Identifying Your Skills

Now, let's take a look at the skills you've acquired at the jobs you've already had. Use these questions to help guide you:

  1. What were your daily tasks at your job?

  2. What obstacles arose that you effortlessly fixed?

  3. What areas within your job did you take special interest in, possibly even exploring further when you got home.

  4. What tasks did you learn that weren't taught but were learned by experience?

To illustrate, I went to college to be a teacher.

College courses however, don't teach you how to handle aggressive parents or high-stress scenarios with students. This was only learned though experience. I now use those skills, to better understand customer relationships within my business and how to balance the stress that comes with being an entrepreneur.

Click below to get more guidance on identifying your skills and to become apart of a digital nomad community.

Okay friend, you now have ideas about what excites you, and certain skills that are unique to you. This is a great start! Before moving onto the next piece of the puzzle, here's what I want you to do.

Close your eyes. Then, say to yourself, "I release any and all pressure to conform to a specific job or career."

Ohhh c'mon say it!

This mental shift is important, because it gives you the peace of mind to know, it's okay to go into the unknown, to discover this new level of yourself, and to ultimately find your purpose.

Now onto the fun part...exploring the new you.

Step 2: Learning and Exploring the New You

In order to find the perfect position for you, think about the type of work you want to do. Here are some options you have:

  1. Full-time remote positions

  2. Part-time remote positions

  3. Freelancer

  4. Entrepreneurship

Being a digital nomad means complete freedom to also pick a combination of these if you so choose. If you're just starting out, it might be best for stability sake to try out working remotely with a full-time position. This way, you have financial stability but you also get to test out to make sure digital nomad life is right for you.
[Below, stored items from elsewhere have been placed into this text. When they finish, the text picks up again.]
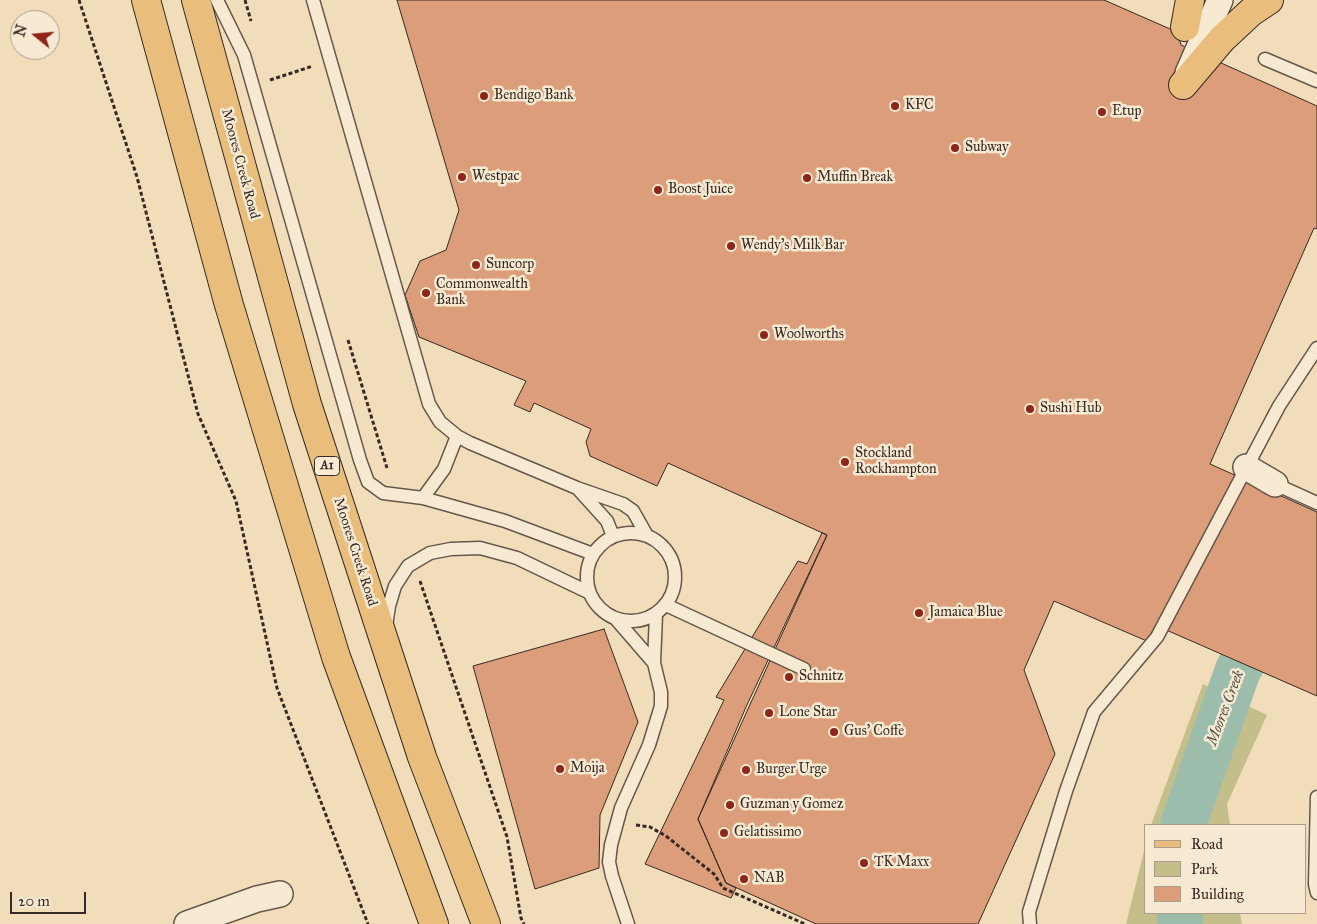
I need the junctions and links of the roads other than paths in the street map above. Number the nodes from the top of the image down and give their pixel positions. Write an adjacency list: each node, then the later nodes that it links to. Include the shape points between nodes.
1 (128, 0): 14 (main road)
2 (146, 0): 14 (main road)
3 (196, 0): 29 (main road, Moores Creek Road / A1, via 306,404)
4 (217, 0): 20 (lane, via 244,55 368,482 383,493)
5 (313, 0): 16 (lane, via 430,404 440,422)
6 (1190, 0): 10 (main road)
7 (1198, 0): 10 (street)
8 (1220, 0): 13 (street)
9 (1269, 0): 13 (main road, via 1222,39)
10 (1185, 27)
11 (1265, 59): 12 (lane)
12 (1317, 81)
13 (1183, 85)
14 (209, 232): 36 (main road, via 336,657)
15 (1317, 348): 17 (lane, via 1279,406)
16 (457, 436): 19 (lane); 20 (lane, via 444,469)
17 (1246, 466): 18 (street); 39 (lane, via 1157,636 1094,712 1029,912)
18 (1275, 484): 21 (lane)
19 (577, 488): 22 (lane, via 633,511); 23 (lane, via 606,521)
20 (423, 498): 24 (lane, via 505,521)
21 (1317, 502)
22 (646, 534): 23 (lane, via 635,532); 26 (lane, via 668,551 674,564 676,578)
23 (613, 536): 24 (lane)
24 (593, 554): 25 (lane, via 588,566)
25 (590, 593): 28 (lane, via 596,604); 29 (lane, via 516,558 480,548 430,553 408,566 395,586)
26 (666, 605): 27 (lane); 31 (lane)
27 (656, 614): 28 (lane, via 643,620); 30 (lane)
28 (615, 618): 30 (lane)
29 (384, 641): 37 (main road, Moores Creek Road / A1, via 422,757)
30 (654, 663): 38 (lane, via 661,706 616,822 609,862)
31 (804, 669)
32 (1317, 797): 33 (lane)
33 (1317, 893)
34 (280, 894): 35 (street)
35 (187, 924)
36 (434, 924)
37 (486, 924)
38 (628, 924)
39 (1030, 924)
Are you a risk-taker? Have a great business idea? Maybe entrepreneurship is for you.

With all this information in mind, begin your exploration phase. Here you'll spend at least 20 minutes for at least 3 days a week researching different job boards, looking within Facebook groups, and networking on Linkedin to get a better idea of what's out there, and how you can fit into it.

Start to keep record of job positions that are especially interesting to you (whether or not you think you're ready yet) and jot down the skills required to land that job.

Use the worksheet I've provided to keep track of all this work.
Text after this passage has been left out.